Then I went to Hot Yoga. I was so tight from the weekend of boarding and biking, but by the end I was pouring sweat and completely folded over in ways I didn't think my body could do. SO GOOD - plus good for clearing my head and stuff, too.

John reminded me today that I'm not yet training, so maybe I should back off on the daily running thing until March 12, when I officially start training. I know he's right - plus I've worked out every day since Feb. 5 - yes, really. So I'm not planning to take a day off until Sunday, but I am going to back it down a bit. That's absurd (especially since Feb. 3 and 4 I was really sick and probably would have worked out if I could have gotten out of bed).

Sunday, February 25, 2007

Chilly Hilly Ride Report

Event #1 of the year is complete.

Chilly Hilly is a really fun way to kick off the cycling season - 33 miles of rolling hills. And when I say rolling hills, I really mean it. There are very very few times when you're actually riding on a flat. Most of the ups and downs are fairly gentle, but there are some really good hills too - ascents and descents - and the ride is quite challenging.
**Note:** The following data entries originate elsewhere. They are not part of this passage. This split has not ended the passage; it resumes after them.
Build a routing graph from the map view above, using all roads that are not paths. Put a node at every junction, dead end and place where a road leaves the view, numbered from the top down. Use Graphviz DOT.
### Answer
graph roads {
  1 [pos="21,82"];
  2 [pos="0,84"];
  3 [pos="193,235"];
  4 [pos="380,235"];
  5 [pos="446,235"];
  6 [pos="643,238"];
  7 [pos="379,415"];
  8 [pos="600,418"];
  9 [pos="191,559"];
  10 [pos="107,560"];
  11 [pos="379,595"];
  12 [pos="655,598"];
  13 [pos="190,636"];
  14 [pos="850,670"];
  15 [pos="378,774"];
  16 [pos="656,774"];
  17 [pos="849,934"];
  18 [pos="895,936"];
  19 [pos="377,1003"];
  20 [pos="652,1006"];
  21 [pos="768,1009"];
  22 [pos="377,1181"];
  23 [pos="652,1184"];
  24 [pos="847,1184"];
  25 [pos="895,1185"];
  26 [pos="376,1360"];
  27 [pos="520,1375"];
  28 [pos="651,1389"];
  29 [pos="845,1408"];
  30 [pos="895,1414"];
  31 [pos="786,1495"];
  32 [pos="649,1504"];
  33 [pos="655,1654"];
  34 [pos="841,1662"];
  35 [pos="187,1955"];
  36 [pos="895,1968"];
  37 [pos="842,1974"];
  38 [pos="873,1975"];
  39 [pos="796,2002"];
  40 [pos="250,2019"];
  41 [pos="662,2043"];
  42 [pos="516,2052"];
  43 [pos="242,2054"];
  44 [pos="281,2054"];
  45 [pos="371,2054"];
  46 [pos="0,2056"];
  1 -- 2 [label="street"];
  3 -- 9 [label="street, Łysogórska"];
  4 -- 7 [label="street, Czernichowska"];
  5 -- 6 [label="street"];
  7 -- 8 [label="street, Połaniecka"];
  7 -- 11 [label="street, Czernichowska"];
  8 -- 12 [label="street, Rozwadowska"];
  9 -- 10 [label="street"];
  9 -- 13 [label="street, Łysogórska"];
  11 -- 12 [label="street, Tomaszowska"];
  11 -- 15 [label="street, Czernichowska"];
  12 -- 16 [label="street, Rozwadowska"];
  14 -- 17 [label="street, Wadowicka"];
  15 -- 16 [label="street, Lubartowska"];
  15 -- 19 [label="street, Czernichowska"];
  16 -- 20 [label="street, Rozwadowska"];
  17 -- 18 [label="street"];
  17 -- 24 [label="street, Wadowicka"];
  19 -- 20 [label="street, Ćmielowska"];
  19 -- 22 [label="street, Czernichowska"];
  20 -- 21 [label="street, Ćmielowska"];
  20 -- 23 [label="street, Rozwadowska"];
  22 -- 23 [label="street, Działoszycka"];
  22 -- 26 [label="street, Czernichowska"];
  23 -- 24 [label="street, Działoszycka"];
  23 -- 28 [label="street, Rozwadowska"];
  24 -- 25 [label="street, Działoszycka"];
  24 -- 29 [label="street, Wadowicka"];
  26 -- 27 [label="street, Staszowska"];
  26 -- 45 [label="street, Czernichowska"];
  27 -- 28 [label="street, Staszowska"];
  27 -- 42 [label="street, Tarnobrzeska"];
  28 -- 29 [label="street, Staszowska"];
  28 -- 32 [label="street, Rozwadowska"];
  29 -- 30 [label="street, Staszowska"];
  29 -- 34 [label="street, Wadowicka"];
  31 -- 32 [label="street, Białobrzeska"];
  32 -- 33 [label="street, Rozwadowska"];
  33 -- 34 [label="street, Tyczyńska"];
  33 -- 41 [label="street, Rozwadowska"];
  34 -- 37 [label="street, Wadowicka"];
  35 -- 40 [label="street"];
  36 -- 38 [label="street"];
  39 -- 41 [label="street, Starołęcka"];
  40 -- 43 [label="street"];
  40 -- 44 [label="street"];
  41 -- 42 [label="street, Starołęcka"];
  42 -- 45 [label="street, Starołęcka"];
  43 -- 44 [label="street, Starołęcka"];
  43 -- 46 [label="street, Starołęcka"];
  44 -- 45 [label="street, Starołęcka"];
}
My goal for the day was to ride easy and stay with John. I especially wanted to be happy despite a slower pace than maybe I could have done on my own. John had to remind me a few times to slow down, but I'm happy to say that I listened to him and didn't feel bad about the slower pace. I did have to justify going ahead on some hills sometimes (he has a triple, I have a double so I sometimes just could not go as slow as he was - and then I wanted to enjoy the downhill parts, so I just flew then. Fortunately he goes even faster than me on the descents). He doesn't think I did a really great job of going his pace, but he recognizes that I tried really hard.

At the pace we actually rode - an average of 12.7 mph - I felt very comfortable except on the steepest and longest of the hills (where it wouldn't be possible to be comfortable except maybe in a car). It rained off and on during the day, and most of the time I was warm enough. I remember feeling much worse last year, and also there were two hills last year where I had to walk. No such thing happened this year, though my speed did drop to an all-time low of 4.2 mph on the steepest hill! Hey, at least I made it. Maybe next year I'll see if I can stay above 5.0 on it.
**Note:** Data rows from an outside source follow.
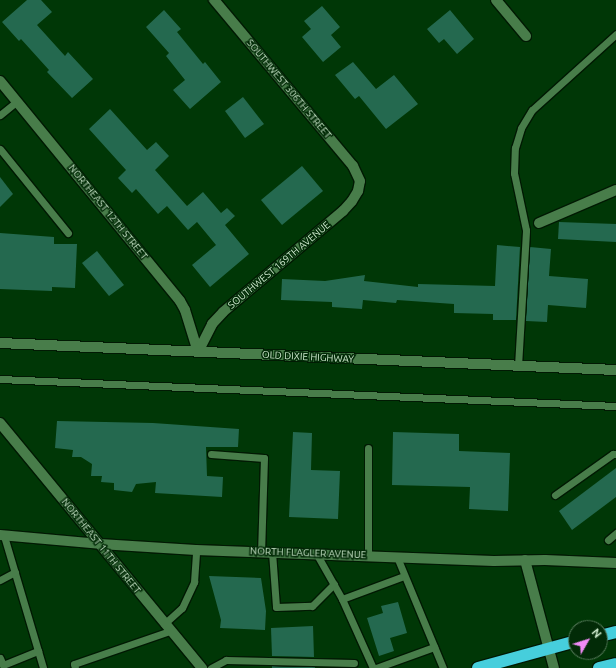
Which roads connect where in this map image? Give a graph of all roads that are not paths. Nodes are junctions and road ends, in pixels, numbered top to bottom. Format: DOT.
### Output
graph roads {
  1 [pos="214,0"];
  2 [pos="496,0"];
  3 [pos="616,34"];
  4 [pos="526,36"];
  5 [pos="0,81"];
  6 [pos="17,101"];
  7 [pos="0,115"];
  8 [pos="0,149"];
  9 [pos="360,181"];
  10 [pos="616,190"];
  11 [pos="539,223"];
  12 [pos="526,230"];
  13 [pos="68,232"];
  14 [pos="0,343"];
  15 [pos="198,352"];
  16 [pos="518,366"];
  17 [pos="616,370"];
  18 [pos="0,379"];
  19 [pos="616,406"];
  20 [pos="0,424"];
  21 [pos="368,448"];
  22 [pos="211,454"];
  23 [pos="616,454"];
  24 [pos="556,495"];
  25 [pos="616,534"];
  26 [pos="2,536"];
  27 [pos="608,540"];
  28 [pos="100,544"];
  29 [pos="196,550"];
  30 [pos="267,552"];
  31 [pos="316,553"];
  32 [pos="368,555"];
  33 [pos="397,557"];
  34 [pos="525,560"];
  35 [pos="616,563"];
  36 [pos="15,572"];
  37 [pos="404,576"];
  38 [pos="0,580"];
  39 [pos="334,584"];
  40 [pos="342,599"];
  41 [pos="167,627"];
  42 [pos="568,643"];
  43 [pos="434,646"];
  44 [pos="548,648"];
  45 [pos="38,651"];
  46 [pos="0,658"];
  47 [pos="354,663"];
  48 [pos="616,664"];
  49 [pos="330,665"];
  50 [pos="43,668"];
  51 [pos="75,668"];
  52 [pos="200,668"];
  53 [pos="211,668"];
  54 [pos="374,668"];
  55 [pos="443,668"];
  56 [pos="478,668"];
  57 [pos="554,668"];
  58 [pos="599,668"];
  1 -- 9 [label="street, SOUTHWEST 306TH STREET"];
  2 -- 4 [label="street"];
  3 -- 12 [label="lane"];
  5 -- 6 [label="street, NORTHEAST 12TH STREET"];
  6 -- 7 [label="lane"];
  6 -- 15 [label="street, NORTHEAST 12TH STREET"];
  8 -- 13 [label="lane"];
  9 -- 15 [label="street, SOUTHWEST 169TH AVENUE"];
  10 -- 11 [label="street"];
  11 -- 12 [label="lane"];
  12 -- 16 [label="lane"];
  14 -- 15 [label="street, OLD DIXIE HIGHWAY"];
  15 -- 16 [label="street, OLD DIXIE HIGHWAY"];
  16 -- 17 [label="street, OLD DIXIE HIGHWAY"];
  18 -- 19 [label="lane"];
  20 -- 28 [label="street, NORTHEAST 11TH STREET"];
  21 -- 32 [label="lane"];
  22 -- 30 [label="lane"];
  23 -- 24 [label="lane"];
  25 -- 27 [label="lane"];
  26 -- 28 [label="street, NORTH FLAGLER AVENUE"];
  26 -- 36 [label="lane"];
  28 -- 29 [label="street, NORTH FLAGLER AVENUE"];
  28 -- 41 [label="street, NORTHEAST 11TH STREET"];
  29 -- 30 [label="street, NORTH FLAGLER AVENUE"];
  29 -- 41 [label="lane"];
  30 -- 31 [label="street, NORTH FLAGLER AVENUE"];
  30 -- 39 [label="lane"];
  31 -- 32 [label="street, NORTH FLAGLER AVENUE"];
  31 -- 39 [label="lane"];
  32 -- 33 [label="street, NORTH FLAGLER AVENUE"];
  33 -- 34 [label="street, NORTH FLAGLER AVENUE"];
  33 -- 37 [label="lane"];
  34 -- 35 [label="street, NORTH FLAGLER AVENUE"];
  34 -- 44 [label="street"];
  36 -- 38 [label="lane"];
  36 -- 45 [label="lane"];
  37 -- 40 [label="lane"];
  37 -- 43 [label="lane"];
  39 -- 40 [label="lane"];
  40 -- 54 [label="lane"];
  41 -- 51 [label="lane"];
  41 -- 52 [label="street, NORTHEAST 11TH STREET"];
  42 -- 44 [label="highway"];
  43 -- 54 [label="lane"];
  43 -- 55 [label="lane"];
  44 -- 56 [label="highway"];
  44 -- 57 [label="street"];
  45 -- 46 [label="lane"];
  45 -- 50 [label="lane"];
  47 -- 49 [label="lane"];
  48 -- 58 [label="highway"];
  49 -- 53 [label="lane"];
}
The big bad thing that happened, though, was that Danielle and her husband missed the ferry we were on. As the ferries were 50 minutes apart, we decided not to wait. We were so cold and just wanted to start riding, and we thought they could catch up to us (knowing we'd be waiting for some of the slower riders in our group, and also knowing Danielle and her husband could ride hard and catch us if they chose to).

This was probably the wrong decision. I didn't know what to do - we were seven people altogether, four of us were paying for childcare for our kids, one of us was planning to do the loop twice, and another of us had some things to do in the late afternoon. Danielle could have pre-registered for Chilly Hilly and would have made the ferry we were on, or her husband could have gotten out of bed sooner. However, there was a cafe nearby where we got John some food last year before we started the ride, so we could have waited for them there. But I was already afraid of the easy availability of unhealthy food on the course and didn't want to go to a cafe before we even started. Then again, last year everyone waited for John when he was low. It's much easier now after the fact - and knowing how upset Danielle is with me - to see other options and how maybe doing something else would have been a better choice.

Ultimately, I guess, if one of my best friends is really upset with me, I'd have to say I did make a mistake. I feel horrible about it - horrible enough that the social drama has sort of eclipsed the good day I was having and turned it into a source of shame. It's hard to write that I had a good ride when I hurt someone I care about very much.

I think I'm a pretty good friend most of the time. It's definitely important to me to be good to my friends, and I count Danielle among the people I care most about in the world. I worry so much about the "butterfly effect" one mistake can have on a friendship. Maybe I'm overreacting - only time will tell.

Saturday, February 24, 2007

The snow boarded me

The hubby, the Boy and I had planned to go to Crystal Mountain today - a much bigger and nicer ski area than the one we usually go to. The one we usually go to - the Summit at Snoqualmie - is fine, but it's the lowest in elevation in this state so typically the snow is the worst, and often it rains instead of snows.

But it was pouring here and it's been fairly cold, so I woke up with a feeling that today was going to be a good day at the Summit, so why spend the money and twice the travel time (at least) to get to Crystal. Our season passes are at the Summit, so it's already paid for to go there.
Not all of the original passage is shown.